▶ **WHAT THIS TASK INVOLVES**:
Copy out the whole listing below exactly.

Segment Open

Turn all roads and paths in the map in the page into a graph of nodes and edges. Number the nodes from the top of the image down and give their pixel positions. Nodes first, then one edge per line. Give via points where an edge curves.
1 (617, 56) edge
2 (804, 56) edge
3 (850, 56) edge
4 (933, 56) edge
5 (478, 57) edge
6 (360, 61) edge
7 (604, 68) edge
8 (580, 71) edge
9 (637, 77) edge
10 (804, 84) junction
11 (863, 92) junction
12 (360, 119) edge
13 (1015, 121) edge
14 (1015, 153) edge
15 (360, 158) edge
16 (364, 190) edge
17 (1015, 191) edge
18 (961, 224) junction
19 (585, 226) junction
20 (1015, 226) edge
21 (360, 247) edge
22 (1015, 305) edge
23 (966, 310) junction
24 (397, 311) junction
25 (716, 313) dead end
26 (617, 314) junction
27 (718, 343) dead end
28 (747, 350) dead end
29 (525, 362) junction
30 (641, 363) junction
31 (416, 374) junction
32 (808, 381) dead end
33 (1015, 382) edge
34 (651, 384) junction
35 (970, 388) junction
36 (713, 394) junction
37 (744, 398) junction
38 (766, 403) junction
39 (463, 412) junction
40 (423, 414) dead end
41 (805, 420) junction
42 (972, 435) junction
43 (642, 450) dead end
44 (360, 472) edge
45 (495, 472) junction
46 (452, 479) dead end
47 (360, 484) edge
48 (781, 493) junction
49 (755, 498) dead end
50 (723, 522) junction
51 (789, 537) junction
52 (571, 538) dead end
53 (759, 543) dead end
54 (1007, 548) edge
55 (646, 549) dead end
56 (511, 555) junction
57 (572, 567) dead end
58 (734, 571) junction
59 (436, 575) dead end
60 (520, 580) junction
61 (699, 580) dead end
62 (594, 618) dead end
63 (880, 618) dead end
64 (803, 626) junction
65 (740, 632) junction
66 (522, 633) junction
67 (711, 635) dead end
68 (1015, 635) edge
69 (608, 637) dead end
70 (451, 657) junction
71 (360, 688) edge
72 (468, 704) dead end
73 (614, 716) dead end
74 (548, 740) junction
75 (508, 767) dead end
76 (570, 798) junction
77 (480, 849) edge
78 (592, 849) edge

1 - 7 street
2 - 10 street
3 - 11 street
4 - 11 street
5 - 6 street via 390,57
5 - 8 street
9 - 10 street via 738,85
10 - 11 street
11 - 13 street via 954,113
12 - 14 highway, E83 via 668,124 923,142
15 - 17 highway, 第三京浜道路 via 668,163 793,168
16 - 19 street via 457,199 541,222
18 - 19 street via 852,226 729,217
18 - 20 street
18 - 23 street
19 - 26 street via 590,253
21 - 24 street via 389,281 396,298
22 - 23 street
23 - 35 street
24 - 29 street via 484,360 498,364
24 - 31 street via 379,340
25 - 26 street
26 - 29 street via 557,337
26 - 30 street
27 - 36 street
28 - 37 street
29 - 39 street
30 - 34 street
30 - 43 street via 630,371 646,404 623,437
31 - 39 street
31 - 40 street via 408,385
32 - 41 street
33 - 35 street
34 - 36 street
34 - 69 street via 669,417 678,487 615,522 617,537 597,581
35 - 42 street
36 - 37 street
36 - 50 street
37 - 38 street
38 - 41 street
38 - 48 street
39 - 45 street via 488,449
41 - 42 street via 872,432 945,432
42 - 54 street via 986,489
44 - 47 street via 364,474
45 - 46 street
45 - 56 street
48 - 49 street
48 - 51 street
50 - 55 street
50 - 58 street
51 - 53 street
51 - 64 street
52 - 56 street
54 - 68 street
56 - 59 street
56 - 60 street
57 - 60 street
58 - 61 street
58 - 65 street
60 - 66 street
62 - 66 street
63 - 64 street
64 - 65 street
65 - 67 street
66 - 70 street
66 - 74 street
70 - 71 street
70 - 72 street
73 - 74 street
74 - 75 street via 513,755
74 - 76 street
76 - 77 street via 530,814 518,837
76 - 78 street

Segment Closed

▶ **EXERCISE RESULT**:
Turn all roads and paths in the map in the page into a graph of nodes and edges. Number the nodes from the top of the image down and give their pixel positions. Nodes first, then one edge per line. Give via points where an edge curves.
1 (617, 56) edge
2 (804, 56) edge
3 (850, 56) edge
4 (933, 56) edge
5 (478, 57) edge
6 (360, 61) edge
7 (604, 68) edge
8 (580, 71) edge
9 (637, 77) edge
10 (804, 84) junction
11 (863, 92) junction
12 (360, 119) edge
13 (1015, 121) edge
14 (1015, 153) edge
15 (360, 158) edge
16 (364, 190) edge
17 (1015, 191) edge
18 (961, 224) junction
19 (585, 226) junction
20 (1015, 226) edge
21 (360, 247) edge
22 (1015, 305) edge
23 (966, 310) junction
24 (397, 311) junction
25 (716, 313) dead end
26 (617, 314) junction
27 (718, 343) dead end
28 (747, 350) dead end
29 (525, 362) junction
30 (641, 363) junction
31 (416, 374) junction
32 (808, 381) dead end
33 (1015, 382) edge
34 (651, 384) junction
35 (970, 388) junction
36 (713, 394) junction
37 (744, 398) junction
38 (766, 403) junction
39 (463, 412) junction
40 (423, 414) dead end
41 (805, 420) junction
42 (972, 435) junction
43 (642, 450) dead end
44 (360, 472) edge
45 (495, 472) junction
46 (452, 479) dead end
47 (360, 484) edge
48 (781, 493) junction
49 (755, 498) dead end
50 (723, 522) junction
51 (789, 537) junction
52 (571, 538) dead end
53 (759, 543) dead end
54 (1007, 548) edge
55 (646, 549) dead end
56 (511, 555) junction
57 (572, 567) dead end
58 (734, 571) junction
59 (436, 575) dead end
60 (520, 580) junction
61 (699, 580) dead end
62 (594, 618) dead end
63 (880, 618) dead end
64 (803, 626) junction
65 (740, 632) junction
66 (522, 633) junction
67 (711, 635) dead end
68 (1015, 635) edge
69 (608, 637) dead end
70 (451, 657) junction
71 (360, 688) edge
72 (468, 704) dead end
73 (614, 716) dead end
74 (548, 740) junction
75 (508, 767) dead end
76 (570, 798) junction
77 (480, 849) edge
78 (592, 849) edge

1 - 7 street
2 - 10 street
3 - 11 street
4 - 11 street
5 - 6 street via 390,57
5 - 8 street
9 - 10 street via 738,85
10 - 11 street
11 - 13 street via 954,113
12 - 14 highway, E83 via 668,124 923,142
15 - 17 highway, 第三京浜道路 via 668,163 793,168
16 - 19 street via 457,199 541,222
18 - 19 street via 852,226 729,217
18 - 20 street
18 - 23 street
19 - 26 street via 590,253
21 - 24 street via 389,281 396,298
22 - 23 street
23 - 35 street
24 - 29 street via 484,360 498,364
24 - 31 street via 379,340
25 - 26 street
26 - 29 street via 557,337
26 - 30 street
27 - 36 street
28 - 37 street
29 - 39 street
30 - 34 street
30 - 43 street via 630,371 646,404 623,437
31 - 39 street
31 - 40 street via 408,385
32 - 41 street
33 - 35 street
34 - 36 street
34 - 69 street via 669,417 678,487 615,522 617,537 597,581
35 - 42 street
36 - 37 street
36 - 50 street
37 - 38 street
38 - 41 street
38 - 48 street
39 - 45 street via 488,449
41 - 42 street via 872,432 945,432
42 - 54 street via 986,489
44 - 47 street via 364,474
45 - 46 street
45 - 56 street
48 - 49 street
48 - 51 street
50 - 55 street
50 - 58 street
51 - 53 street
51 - 64 street
52 - 56 street
54 - 68 street
56 - 59 street
56 - 60 street
57 - 60 street
58 - 61 street
58 - 65 street
60 - 66 street
62 - 66 street
63 - 64 street
64 - 65 street
65 - 67 street
66 - 70 street
66 - 74 street
70 - 71 street
70 - 72 street
73 - 74 street
74 - 75 street via 513,755
74 - 76 street
76 - 77 street via 530,814 518,837
76 - 78 street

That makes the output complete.